▸ Data for this exercise:

——————————

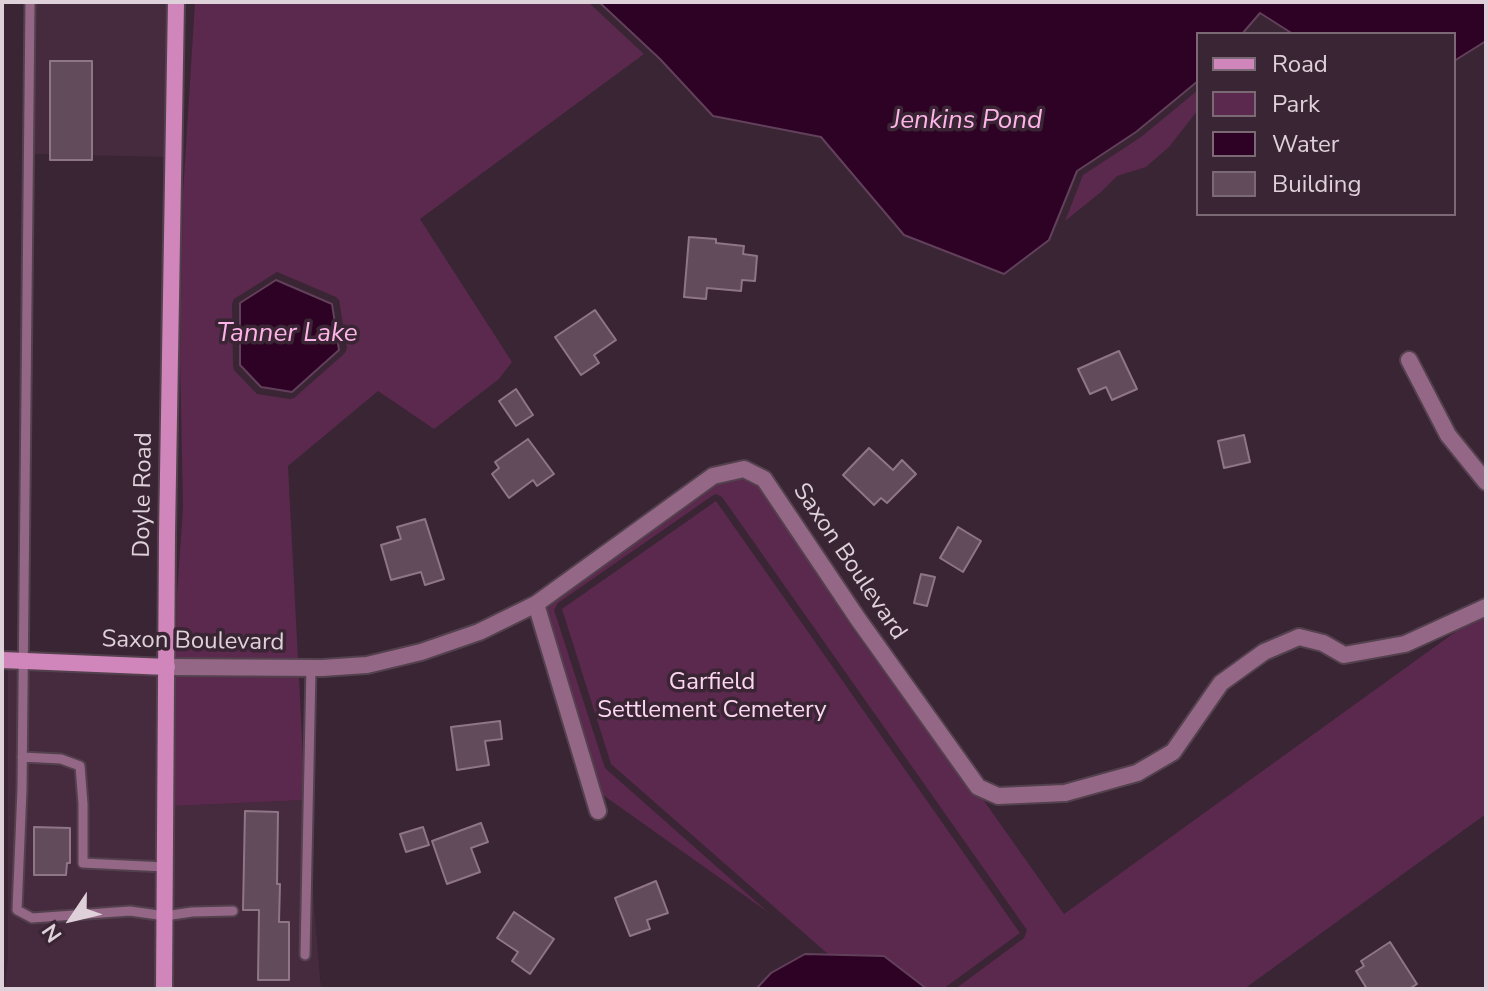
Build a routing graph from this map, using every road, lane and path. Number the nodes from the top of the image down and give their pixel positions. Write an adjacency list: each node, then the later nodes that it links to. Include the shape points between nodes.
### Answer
1 (30, 2): 8 (lane)
2 (176, 2): 9 (main road, Doyle Road)
3 (1409, 360): 4 (street, via 1448,435)
4 (1486, 482)
5 (536, 604): 6 (street, Saxon Boulevard, via 713,476 744,469 764,479 978,787 998,796 1065,793 1137,773 1173,752 1221,683 1264,652 1299,637 1344,655 1405,644); 10 (street, Saxon Boulevard, via 421,652 367,665); 12 (street)
6 (1486, 607)
7 (2, 660): 8 (main road, Saxon Boulevard)
8 (23, 660): 9 (main road, Saxon Boulevard); 11 (lane)
9 (167, 667): 10 (street, Saxon Boulevard); 13 (main road, Doyle Road)
10 (311, 668): 16 (lane)
11 (22, 757): 13 (lane, via 61,759 80,766 83,863); 15 (lane, via 17,910 32,918 130,911)
12 (598, 811)
13 (165, 867): 15 (main road, Doyle Road)
14 (233, 911): 15 (lane)
15 (165, 916): 17 (main road, Doyle Road)
16 (305, 955)
17 (164, 989)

——————————

Exactly retype each record above, dropping images.

Build a routing graph from this map, using every road, lane and path. Number the nodes from the top of the image down and give their pixel positions. Write an adjacency list: each node, then the later nodes that it links to. Include the shape points between nodes.
### Answer
1 (30, 2): 8 (lane)
2 (176, 2): 9 (main road, Doyle Road)
3 (1409, 360): 4 (street, via 1448,435)
4 (1486, 482)
5 (536, 604): 6 (street, Saxon Boulevard, via 713,476 744,469 764,479 978,787 998,796 1065,793 1137,773 1173,752 1221,683 1264,652 1299,637 1344,655 1405,644); 10 (street, Saxon Boulevard, via 421,652 367,665); 12 (street)
6 (1486, 607)
7 (2, 660): 8 (main road, Saxon Boulevard)
8 (23, 660): 9 (main road, Saxon Boulevard); 11 (lane)
9 (167, 667): 10 (street, Saxon Boulevard); 13 (main road, Doyle Road)
10 (311, 668): 16 (lane)
11 (22, 757): 13 (lane, via 61,759 80,766 83,863); 15 (lane, via 17,910 32,918 130,911)
12 (598, 811)
13 (165, 867): 15 (main road, Doyle Road)
14 (233, 911): 15 (lane)
15 (165, 916): 17 (main road, Doyle Road)
16 (305, 955)
17 (164, 989)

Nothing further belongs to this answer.